Direct numerical simulations of collision efficiency of cohesive sediments

Abstract

A clear understanding of the collision efficiency of cohesive sediment particles is critical for more accurate simulation of the flocculation processes. It is difficult, if not impossible, to carry out laboratory experiments to determine the collision efficiency for small particles. Direct Numerical Simulation (DNS) is a relatively feasible approach to describe the motion of spherical particles under gravity in calm water, and thus, to study the collision efficiency of these particles. In this study, the Lattice Boltzmann (LB) method is used to calculate the relative trajectories of two approaching particles with different ratios of sizes and densities. Results show that the inter-molecular forces (i.e., van der Waals attractive force, electrostatic repulsive/attractive force, and displacement force), which are usually neglected in previous studies, would affect the trajectories, and thus, lead to an overestimation of the collision efficiency.

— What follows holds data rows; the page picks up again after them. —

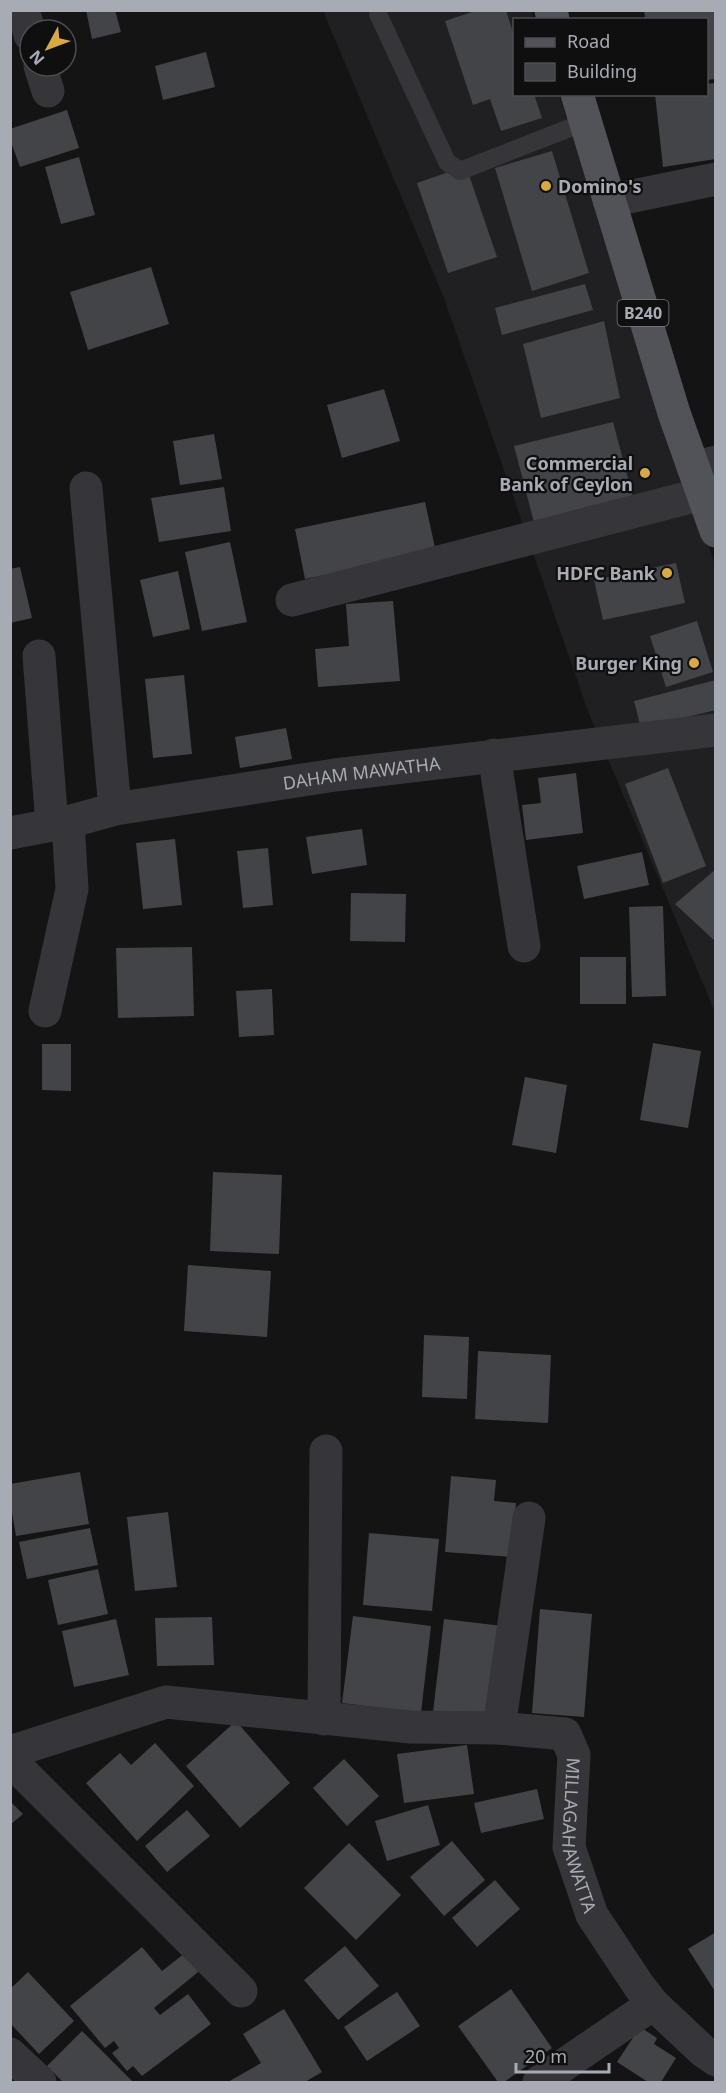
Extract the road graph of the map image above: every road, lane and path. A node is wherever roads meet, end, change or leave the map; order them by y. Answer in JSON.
{"nodes":[{"id":1,"x":378,"y":14,"type":"dead end"},
{"id":2,"x":581,"y":108,"type":"edge"},
{"id":3,"x":716,"y":178,"type":"edge"},
{"id":4,"x":609,"y":201,"type":"junction"},
{"id":5,"x":704,"y":475,"type":"edge"},
{"id":6,"x":86,"y":488,"type":"dead end"},
{"id":7,"x":716,"y":531,"type":"edge"},
{"id":8,"x":292,"y":600,"type":"dead end"},
{"id":9,"x":39,"y":656,"type":"dead end"},
{"id":10,"x":716,"y":730,"type":"edge"},
{"id":11,"x":494,"y":755,"type":"junction"},
{"id":12,"x":115,"y":808,"type":"junction"},
{"id":13,"x":60,"y":823,"type":"junction"},
{"id":14,"x":10,"y":833,"type":"edge"},
{"id":15,"x":524,"y":946,"type":"dead end"},
{"id":16,"x":45,"y":1011,"type":"dead end"},
{"id":17,"x":326,"y":1451,"type":"dead end"},
{"id":18,"x":529,"y":1518,"type":"dead end"},
{"id":19,"x":324,"y":1719,"type":"junction"},
{"id":20,"x":499,"y":1728,"type":"junction"},
{"id":21,"x":10,"y":1752,"type":"edge"},
{"id":22,"x":10,"y":1760,"type":"edge"},
{"id":23,"x":241,"y":1991,"type":"dead end"},
{"id":24,"x":653,"y":2004,"type":"junction"},
{"id":25,"x":10,"y":2054,"type":"edge"},
{"id":26,"x":709,"y":2055,"type":"edge"},
{"id":27,"x":40,"y":2082,"type":"edge"},
{"id":28,"x":539,"y":2082,"type":"edge"}],
"edges":[{"from":1,"to":2,"type":"lane"},
{"from":2,"to":4,"type":"main road","number":"B240"},
{"from":3,"to":4,"type":"street"},
{"from":4,"to":5,"type":"main road","number":"B240"},
{"from":5,"to":7,"type":"main road","number":"B240"},
{"from":5,"to":8,"type":"street"},
{"from":6,"to":12,"type":"street"},
{"from":9,"to":13,"type":"street"},
{"from":10,"to":11,"type":"street","name":"DAHAM MAWATHA"},
{"from":11,"to":12,"type":"street","name":"DAHAM MAWATHA"},
{"from":11,"to":15,"type":"street"},
{"from":12,"to":13,"type":"street","name":"DAHAM MAWATHA"},
{"from":13,"to":14,"type":"street","name":"DAHAM MAWATHA"},
{"from":13,"to":16,"type":"street"},
{"from":17,"to":19,"type":"street"},
{"from":18,"to":20,"type":"street"},
{"from":19,"to":20,"type":"street","name":"MILLAGAHAWATTA"},
{"from":19,"to":21,"type":"street","name":"MILLAGAHAWATTA"},
{"from":20,"to":24,"type":"street","name":"MILLAGAHAWATTA"},
{"from":22,"to":23,"type":"street"},
{"from":24,"to":26,"type":"street","name":"MILLAGAHAWATTA"},
{"from":24,"to":28,"type":"street"},
{"from":25,"to":27,"type":"street"}]}
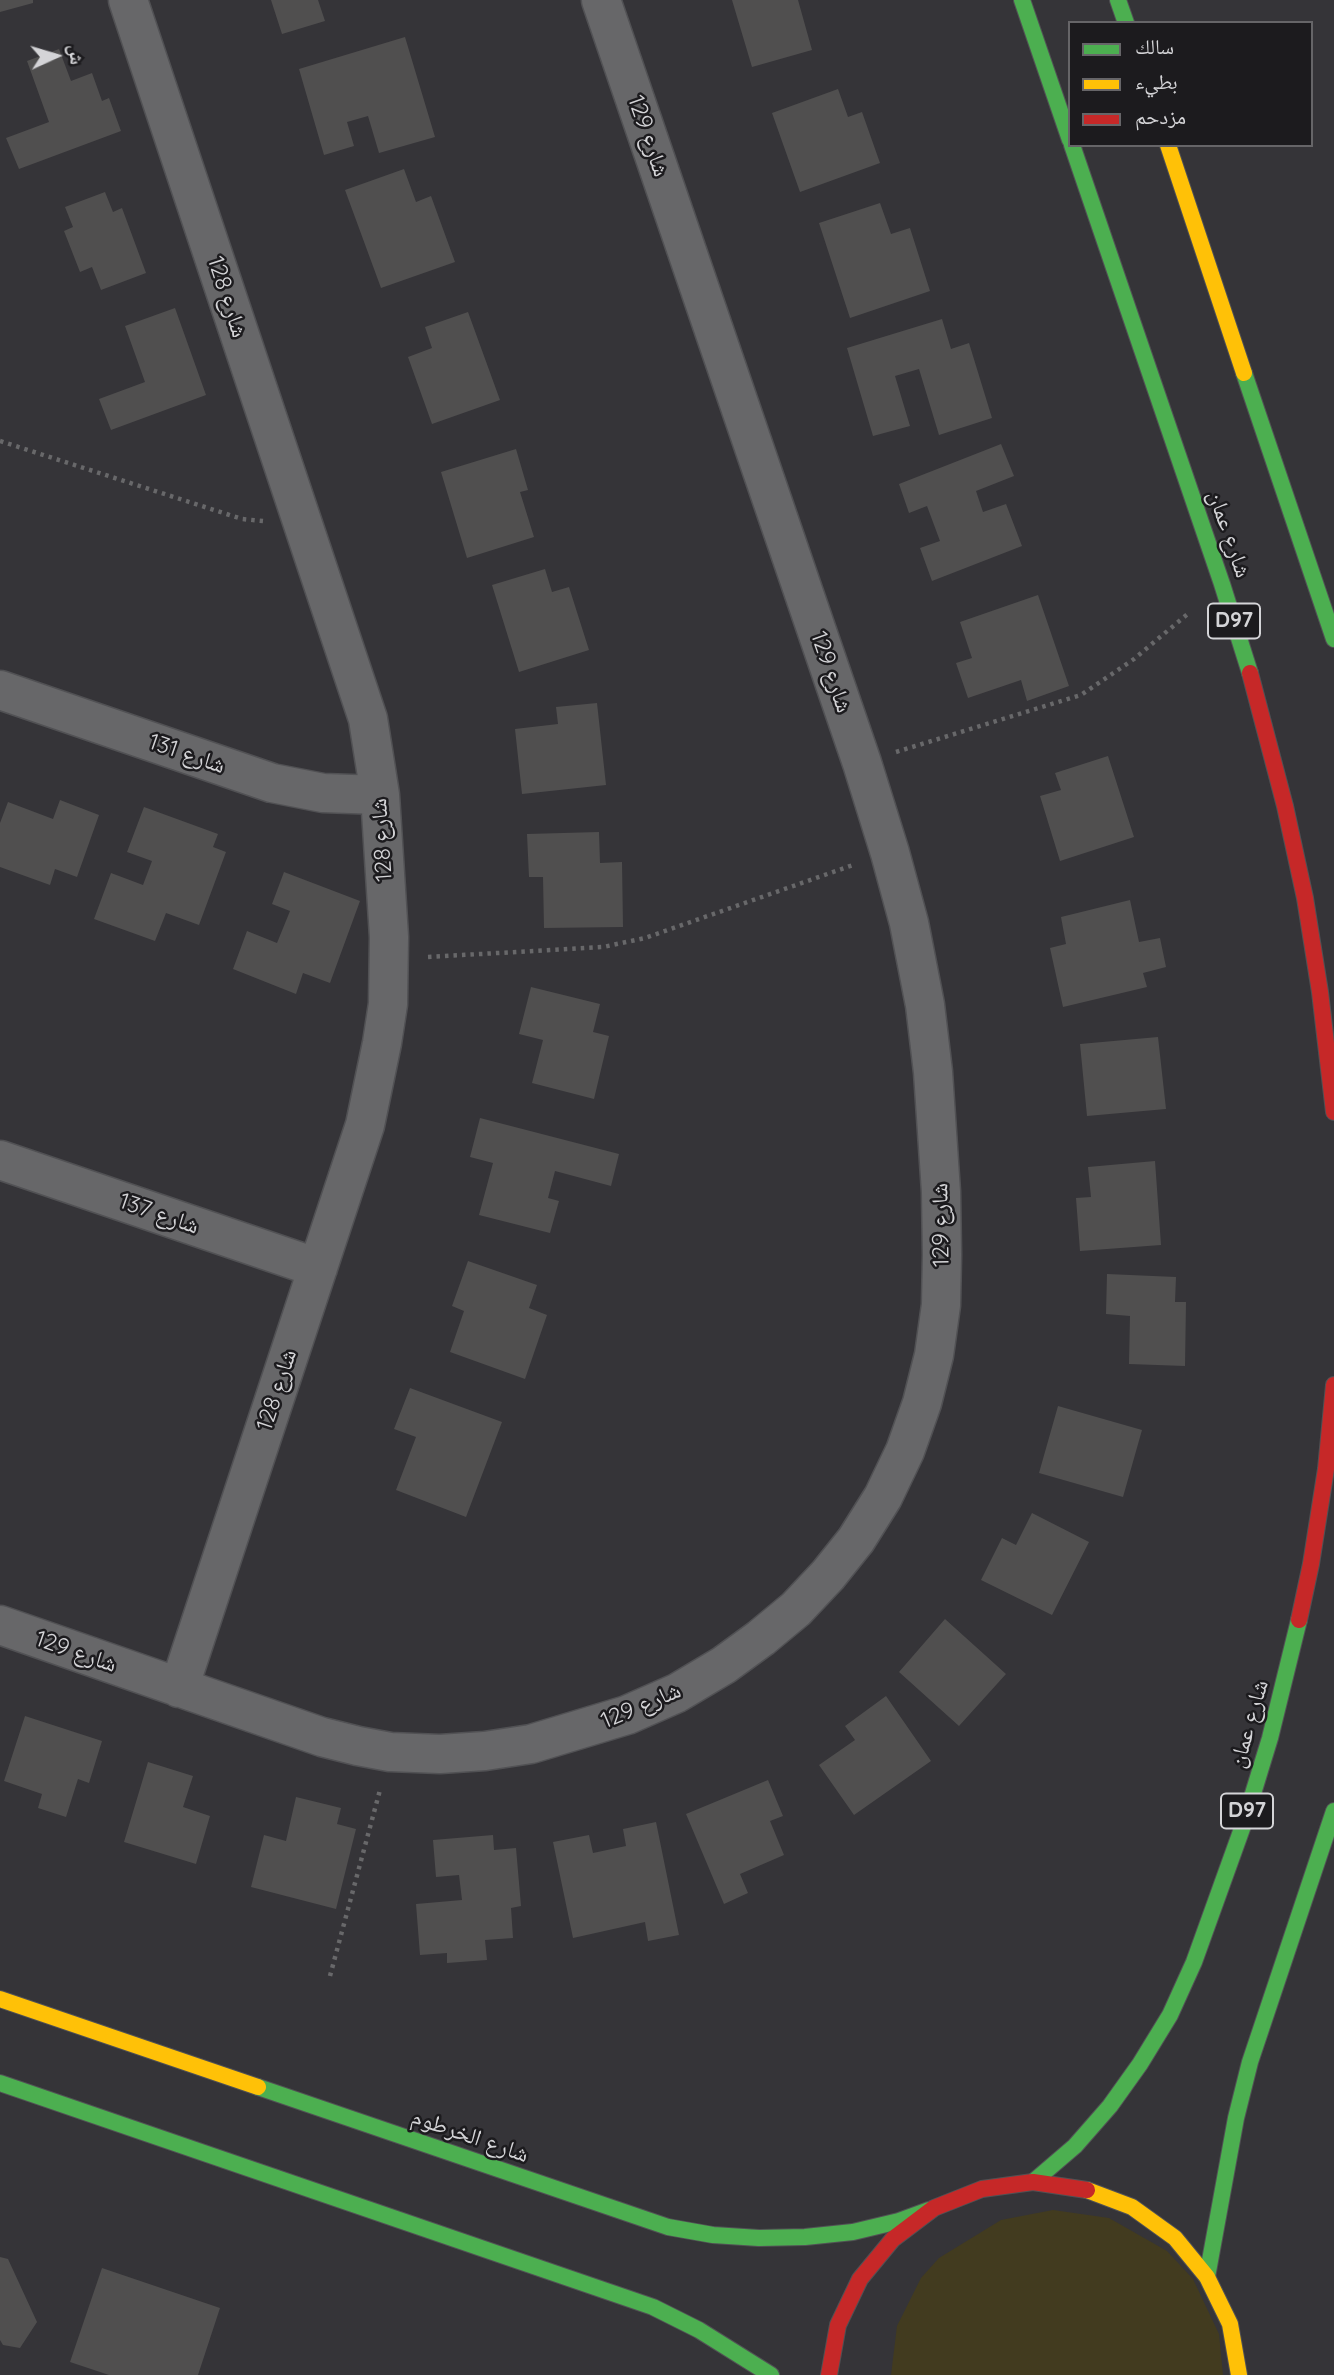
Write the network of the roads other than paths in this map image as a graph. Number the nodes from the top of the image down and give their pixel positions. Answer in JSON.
{"nodes":[{"id":1,"x":128,"y":0,"type":"edge"},
{"id":2,"x":601,"y":0,"type":"edge"},
{"id":3,"x":1022,"y":0,"type":"edge"},
{"id":4,"x":1118,"y":0,"type":"edge"},
{"id":5,"x":1125,"y":21,"type":"edge"},
{"id":6,"x":1068,"y":134,"type":"edge"},
{"id":7,"x":1073,"y":147,"type":"edge"},
{"id":8,"x":1169,"y":147,"type":"edge"},
{"id":9,"x":1334,"y":639,"type":"edge"},
{"id":10,"x":0,"y":690,"type":"edge"},
{"id":11,"x":380,"y":795,"type":"junction"},
{"id":12,"x":1334,"y":1112,"type":"edge"},
{"id":13,"x":0,"y":1160,"type":"edge"},
{"id":14,"x":318,"y":1268,"type":"junction"},
{"id":15,"x":1334,"y":1385,"type":"edge"},
{"id":16,"x":0,"y":1625,"type":"edge"},
{"id":17,"x":179,"y":1688,"type":"junction"},
{"id":18,"x":1334,"y":1811,"type":"edge"},
{"id":19,"x":0,"y":1998,"type":"edge"},
{"id":20,"x":0,"y":2083,"type":"edge"},
{"id":21,"x":1033,"y":2182,"type":"junction"},
{"id":22,"x":934,"y":2208,"type":"junction"},
{"id":23,"x":1208,"y":2277,"type":"junction"},
{"id":24,"x":771,"y":2375,"type":"edge"},
{"id":25,"x":829,"y":2375,"type":"edge"},
{"id":26,"x":1239,"y":2375,"type":"edge"}],
"edges":[{"from":1,"to":11,"type":"street","name":"شارع 128"},
{"from":2,"to":17,"type":"street","name":"شارع 129"},
{"from":3,"to":6,"type":"main road"},
{"from":4,"to":5,"type":"main road"},
{"from":7,"to":12,"type":"main road","name":"شارع عمان","number":"D97"},
{"from":8,"to":9,"type":"main road"},
{"from":10,"to":11,"type":"street","name":"شارع 131"},
{"from":11,"to":14,"type":"street","name":"شارع 128"},
{"from":13,"to":14,"type":"street","name":"شارع 137"},
{"from":14,"to":17,"type":"street","name":"شارع 128"},
{"from":15,"to":21,"type":"main road","name":"شارع عمان","number":"D97"},
{"from":16,"to":17,"type":"street","name":"شارع 129"},
{"from":18,"to":23,"type":"main road"},
{"from":19,"to":22,"type":"main road","name":"شارع الخرطوم"},
{"from":20,"to":24,"type":"main road"},
{"from":21,"to":22,"type":"main road"},
{"from":21,"to":23,"type":"main road"},
{"from":22,"to":25,"type":"main road"},
{"from":23,"to":26,"type":"main road"}]}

It is found that to increase the particle size ratio from 0.1 to 0.8 only slightly increases the collision efficiency, since the force caused by fluid-solid interaction between these two particles is reduced. To increase the submerged particle density ratio from 1 to 22, however, would significantly decrease the collision efficiency. Earlier analytical formulations of collision efficiency, which only consider the effects of particle size ratio, have significantly overestimated the collision efficiency (change from 0.01 to 0.6) when the particle size ratio is around 0.5.